The Court further determined:

“There is a sound policy reason for adopting a construction of s 38(1) that does not limit the right to fair labour practices. If s 38(1) were to render a contract of employment concluded with a foreign national who does not possess a work permit void, it is not difficult to imagine the inequitable consequences that might flow from a provision to that effect. An unscrupulous employer, prepared to risk criminal sanction under s 38, might employ a foreign national and at the end of the payment period, simply refuse to pay her the remuneration due, on the basis of the invalidity of the contract. In these circumstances, the employee would be deprived of a remedy in contract, and if Discovery Health’s contention is correct, she would be without a remedy in terms of labour legislation. The same employer might take advantage of an employee by requiring work to be performed in breach of the BCEA, for example, by requiring the employee to work hours in excess of the statutory maximum and by denying her the required time off and rights to annual leave, sick leave and family responsibility leave. It does not require much imagination to construct other examples of the abuse that might easily follow a conclusion to the effect that the legislature intended that contract be invalid where the employer party acted in breach of s 38(1) of the Act. This is particularly so when persons without the required authorisation accept work in circumstances where their life choices may be limited and where they are powerless (on account of their unauthorised engagement) to initiate any right of recourse against those who engage them.”

The Court concluded that:

“Far from defeating the purposes of the Immigration Act, to sanction a claim of contractual invalidity in these circumstances would defeat the primary purpose of s 23 (1) of the Constitution which is to give effect, through the medium of labour legislation, to the right to fair labour practices.”

The Court therefore found that by criminalising only the conduct of an employer who employs a foreign national without a valid permit and by failing to proscribe explicitly a contract of employment concluded in these circumstances, the legislature did not intend to render invalid the underlying contract. For this reason, the contract concluded between the Applicant and the Third Respondent on 1 May 2005 was valid, and remained so until its termination by the Applicant on 5 January 2006. The Third Respondent was therefore an ‘employee’ as defined in the LRA, and the CCMA had jurisdiction to determine the unfair dismissal dispute referred to it.

Because of the above findings on the validity of the employment contract between the Applicant and the Third Respondent, it was not necessary for the Court to consider the second enquiry.

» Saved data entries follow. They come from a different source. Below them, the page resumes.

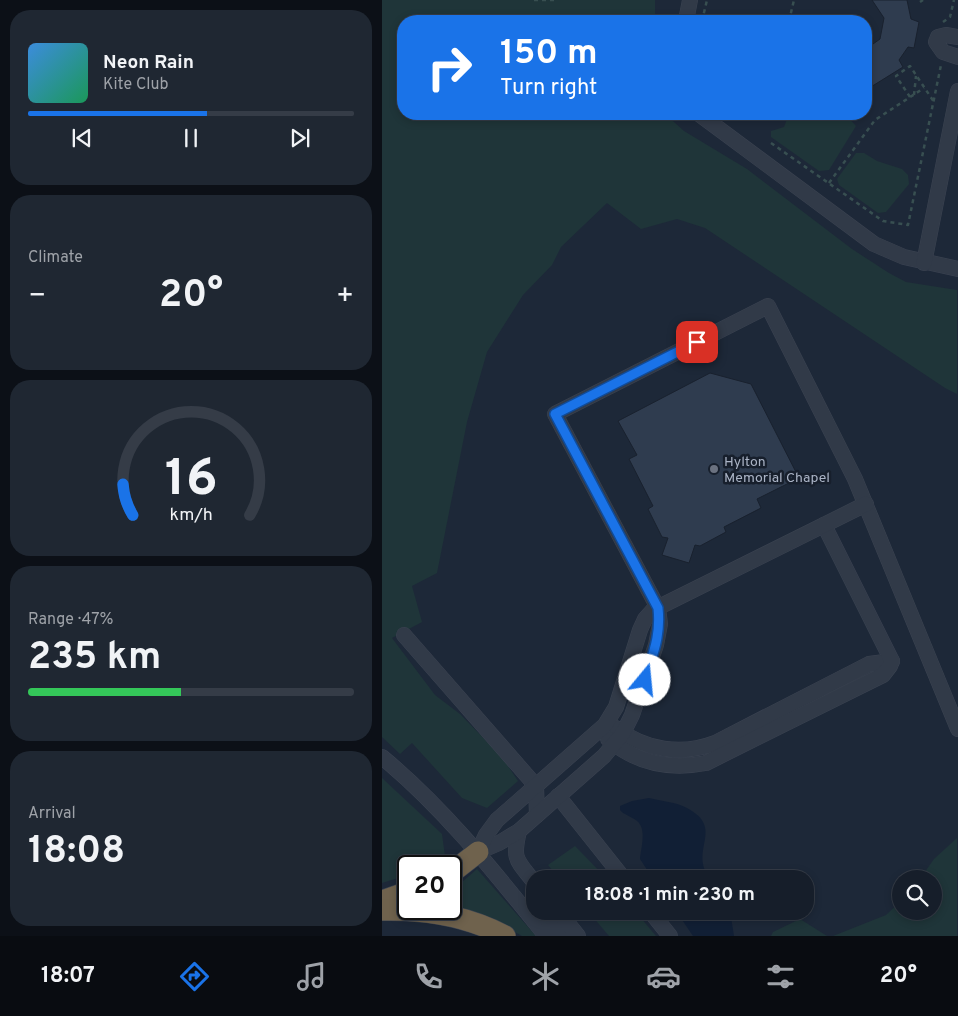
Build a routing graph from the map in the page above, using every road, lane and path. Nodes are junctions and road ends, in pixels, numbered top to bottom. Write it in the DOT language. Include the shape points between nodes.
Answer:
graph roads {
  1 [pos="534,0"];
  2 [pos="557,0"];
  3 [pos="690,0"];
  4 [pos="707,0"];
  5 [pos="794,0"];
  6 [pos="954,0"];
  7 [pos="687,15"];
  8 [pos="704,15"];
  9 [pos="790,15"];
  10 [pos="940,24"];
  11 [pos="958,37"];
  12 [pos="958,57"];
  13 [pos="942,60"];
  14 [pos="916,75"];
  15 [pos="924,88"];
  16 [pos="958,91"];
  17 [pos="914,95"];
  18 [pos="910,97"];
  19 [pos="934,102"];
  20 [pos="706,120"];
  21 [pos="771,142"];
  22 [pos="923,157"];
  23 [pos="928,158"];
  24 [pos="829,184"];
  25 [pos="924,263"];
  26 [pos="958,270"];
  27 [pos="866,504"];
  28 [pos="824,525"];
  29 [pos="658,608"];
  30 [pos="404,635"];
  31 [pos="603,726"];
  32 [pos="958,729"];
  33 [pos="619,739"];
  34 [pos="382,757"];
  35 [pos="563,763"];
  36 [pos="577,780"];
  37 [pos="536,786"];
  38 [pos="558,796"];
  39 [pos="537,815"];
  40 [pos="519,831"];
  41 [pos="478,852"];
  42 [pos="462,864"];
  43 [pos="526,870"];
  44 [pos="617,870"];
  45 [pos="397,896"];
  46 [pos="526,898"];
  47 [pos="382,901"];
  48 [pos="382,910"];
  49 [pos="548,920"];
  50 [pos="565,920"];
  51 [pos="657,920"];
  52 [pos="505,936"];
  53 [pos="546,936"];
  54 [pos="561,936"];
  55 [pos="578,936"];
  56 [pos="670,936"];
  1 -- 2 [label="path"];
  3 -- 7 [label="street"];
  4 -- 8 [label="path"];
  5 -- 9 [label="path"];
  6 -- 10 [label="path" via="950,17"];
  11 -- 12 [label="street" via="941,36 936,42 942,52"];
  13 -- 19 [label="path"];
  14 -- 15 [label="path"];
  14 -- 17 [label="path"];
  14 -- 18 [label="path" via="910,66 896,76"];
  15 -- 17 [label="path"];
  15 -- 19 [label="path"];
  16 -- 25 [label="street"];
  17 -- 18 [label="path"];
  18 -- 24 [label="path" via="875,120"];
  19 -- 22 [label="path"];
  20 -- 25 [label="street" via="874,244"];
  21 -- 24 [label="path"];
  22 -- 23 [label="path"];
  22 -- 24 [label="path" via="908,225 883,221"];
  25 -- 26 [label="street"];
  27 -- 28 [label="street"];
  27 -- 29 [label="street" via="768,306 555,414"];
  27 -- 32 [label="street"];
  28 -- 29 [label="street"];
  28 -- 33 [label="street" via="892,661 882,675 706,763 658,764 631,755"];
  29 -- 31 [label="street" via="645,619 616,707"];
  29 -- 33 [label="street" via="660,624 656,645 632,716"];
  30 -- 37 [label="street"];
  31 -- 33 [label="street"];
  31 -- 35 [label="street"];
  33 -- 36 [label="street"];
  34 -- 41 [label="street" via="425,796"];
  35 -- 36 [label="street"];
  35 -- 37 [label="street"];
  36 -- 38 [label="street"];
  37 -- 39 [label="street"];
  37 -- 41 [label="street" via="497,820"];
  38 -- 39 [label="street"];
  38 -- 44 [label="street"];
  39 -- 40 [label="street"];
  40 -- 41 [label="street"];
  40 -- 43 [label="street" via="516,856"];
  41 -- 42 [label="highway"];
  41 -- 46 [label="street"];
  41 -- 53 [label="street"];
  45 -- 47 [label="highway"];
  48 -- 52 [label="highway" via="451,916"];
  49 -- 54 [label="street"];
  50 -- 55 [label="street"];
  51 -- 56 [label="street"];
}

However, the Court did consider the second enquiry, i.e. whether the definition of ‘employee’ in Section 213 of the LRA depend on a valid underlying contract of employment.

After taking into consideration principals of international law and domestic jurisprudence, the Court found that the definition of ‘employee’ extends beyond an employment contract.

The Court concluded as follows:

“(a) The contract of employment concluded by Discovery Health and Lanzetta was not invalid, despite the fact that Lanzetta did not have a valid work permit to work for Discovery Health. For this reason, Lanzetta was an ‘employee’ as defined in s 213 of the LRA and entitled to refer the dispute concerning his unfair dismissal to the CCMA.

(b) Even if the contract concluded between Discovery Health and Lanzetta was invalid only because Discovery Health was not permitted to employ him under s 38(1) of the Immigration Act, Lanzetta was nonetheless an ‘employee’ as defined by s 213 of the LRA because that definition is not dependent on a valid and enforceable contract of employment.”

I must however point out that there may be a distinction between work that is illegal, and work that is alleged to be illegally performed. The above case is a typical of the latter, i.e. work that is alleged to be illegally performed.